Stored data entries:
*** Block opens ***

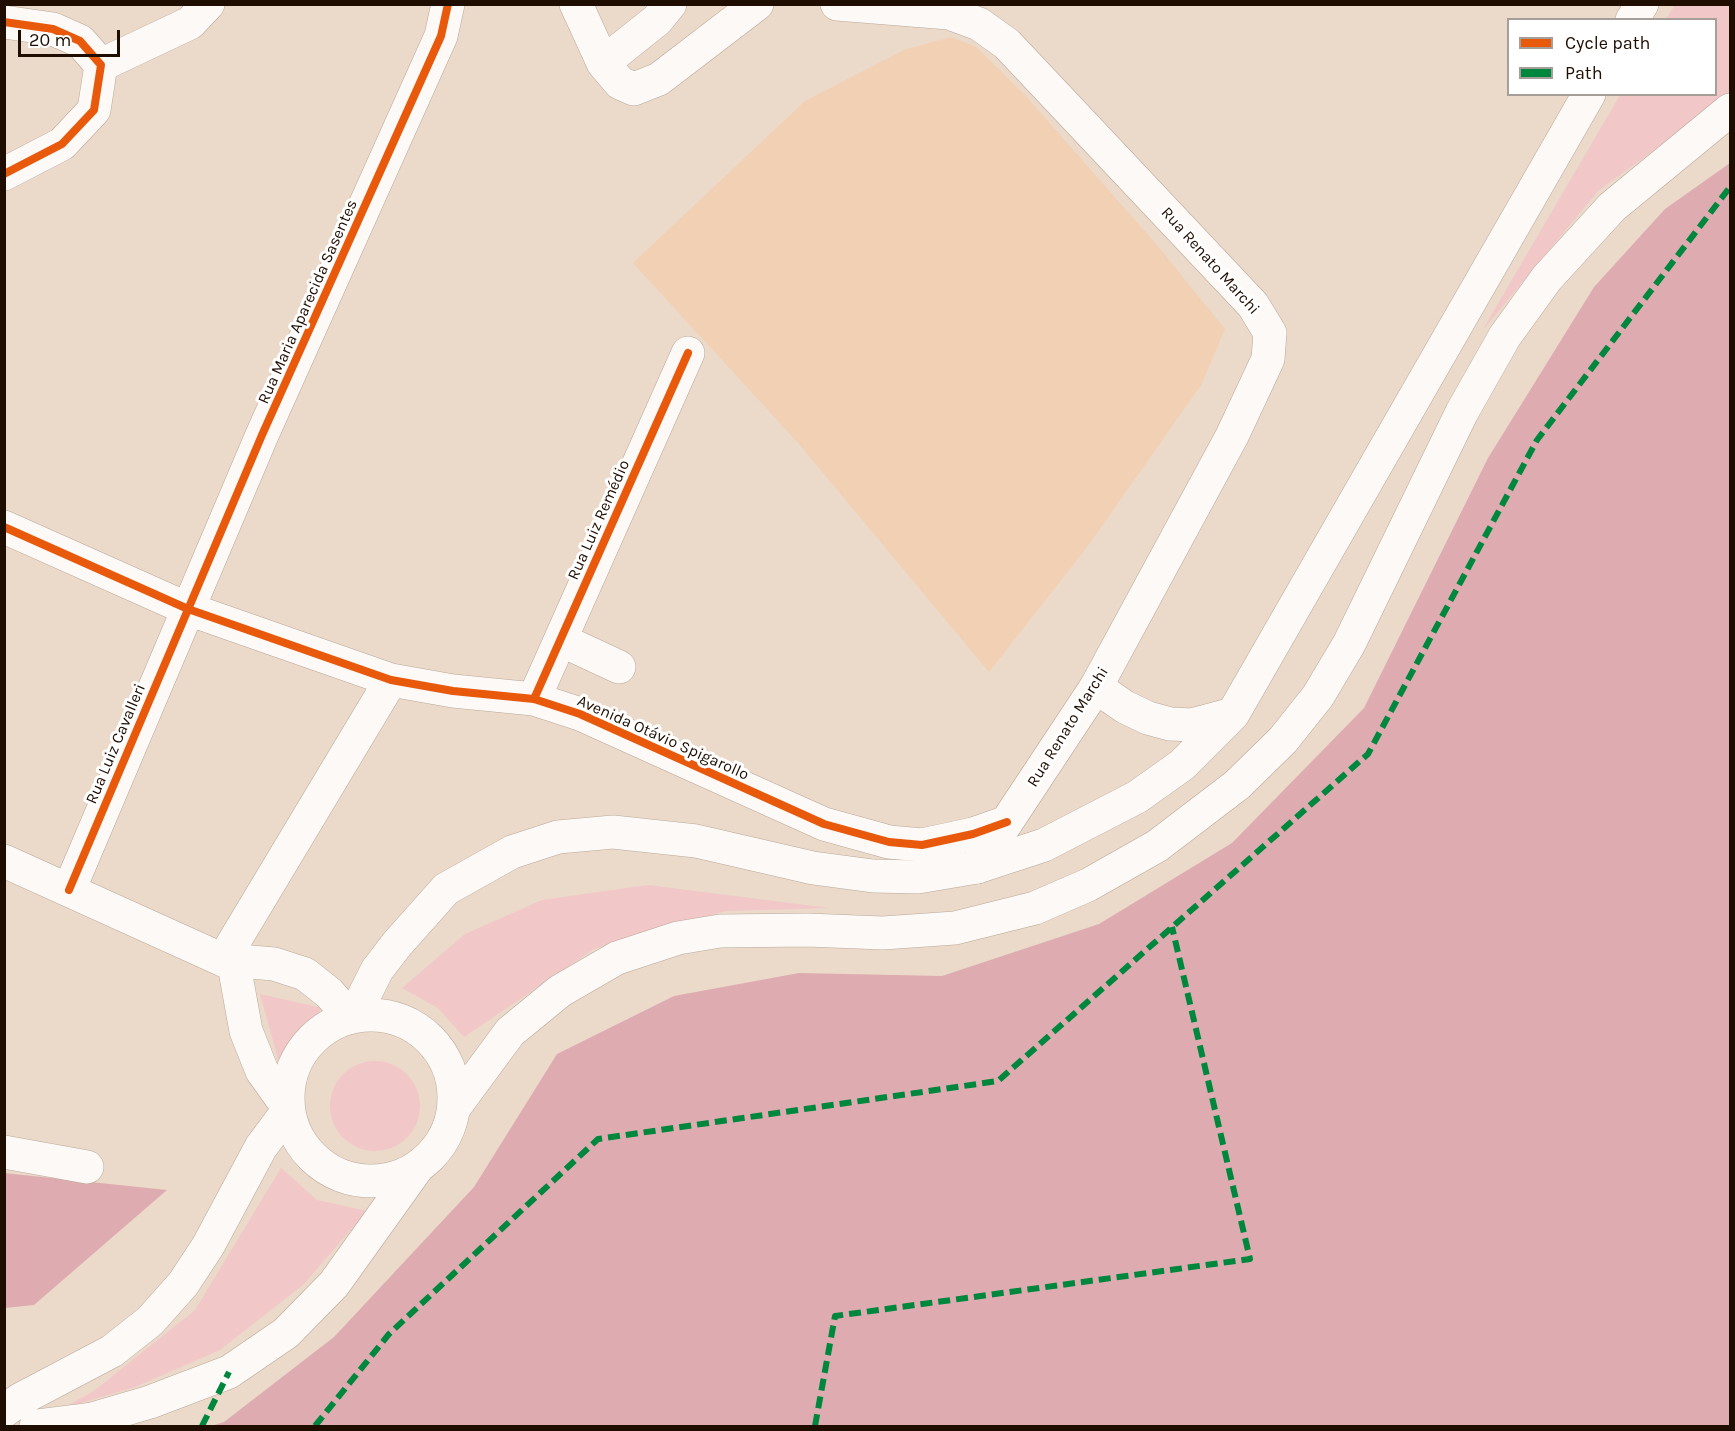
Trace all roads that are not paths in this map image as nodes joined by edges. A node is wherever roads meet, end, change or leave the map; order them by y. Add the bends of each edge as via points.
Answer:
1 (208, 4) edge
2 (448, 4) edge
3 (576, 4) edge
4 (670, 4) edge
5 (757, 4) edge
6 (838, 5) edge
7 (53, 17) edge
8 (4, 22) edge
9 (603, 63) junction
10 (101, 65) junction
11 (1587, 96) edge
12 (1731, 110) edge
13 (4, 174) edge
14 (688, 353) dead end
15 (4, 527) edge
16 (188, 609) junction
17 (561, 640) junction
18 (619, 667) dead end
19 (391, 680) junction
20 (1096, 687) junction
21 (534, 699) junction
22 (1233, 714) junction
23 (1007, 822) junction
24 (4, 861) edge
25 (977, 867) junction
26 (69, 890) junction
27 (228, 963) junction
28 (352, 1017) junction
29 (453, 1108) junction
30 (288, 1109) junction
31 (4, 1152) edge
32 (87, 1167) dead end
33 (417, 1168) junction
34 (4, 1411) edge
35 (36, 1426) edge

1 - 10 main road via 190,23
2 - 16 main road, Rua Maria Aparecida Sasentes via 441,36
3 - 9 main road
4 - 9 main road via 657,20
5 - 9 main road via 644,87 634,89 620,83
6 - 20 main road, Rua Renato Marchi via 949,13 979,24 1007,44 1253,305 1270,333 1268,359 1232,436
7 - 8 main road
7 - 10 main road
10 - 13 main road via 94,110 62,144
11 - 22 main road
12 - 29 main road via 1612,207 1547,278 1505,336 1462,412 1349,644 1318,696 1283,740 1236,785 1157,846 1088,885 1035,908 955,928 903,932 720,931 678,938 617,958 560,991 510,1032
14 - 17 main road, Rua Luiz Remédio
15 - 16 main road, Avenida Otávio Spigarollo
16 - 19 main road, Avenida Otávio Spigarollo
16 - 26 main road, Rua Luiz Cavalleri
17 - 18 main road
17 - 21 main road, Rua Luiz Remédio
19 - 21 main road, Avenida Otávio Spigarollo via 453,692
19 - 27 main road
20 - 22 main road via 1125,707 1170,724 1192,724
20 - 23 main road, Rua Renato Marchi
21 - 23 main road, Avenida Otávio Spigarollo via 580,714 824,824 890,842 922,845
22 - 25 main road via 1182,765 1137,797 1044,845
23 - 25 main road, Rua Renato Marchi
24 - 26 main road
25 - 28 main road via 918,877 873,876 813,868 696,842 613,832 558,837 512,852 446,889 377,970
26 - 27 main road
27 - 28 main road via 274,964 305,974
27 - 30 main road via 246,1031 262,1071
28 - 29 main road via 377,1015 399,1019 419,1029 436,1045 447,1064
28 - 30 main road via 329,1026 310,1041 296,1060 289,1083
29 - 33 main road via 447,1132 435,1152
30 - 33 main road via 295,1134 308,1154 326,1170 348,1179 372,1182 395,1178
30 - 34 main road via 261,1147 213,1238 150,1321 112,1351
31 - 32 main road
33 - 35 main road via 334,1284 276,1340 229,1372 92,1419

*** Block closes ***

§ **What you need to do**
Number of lines above containing the word "Avenida": state it and add nothing else.

§ **Finished task**
4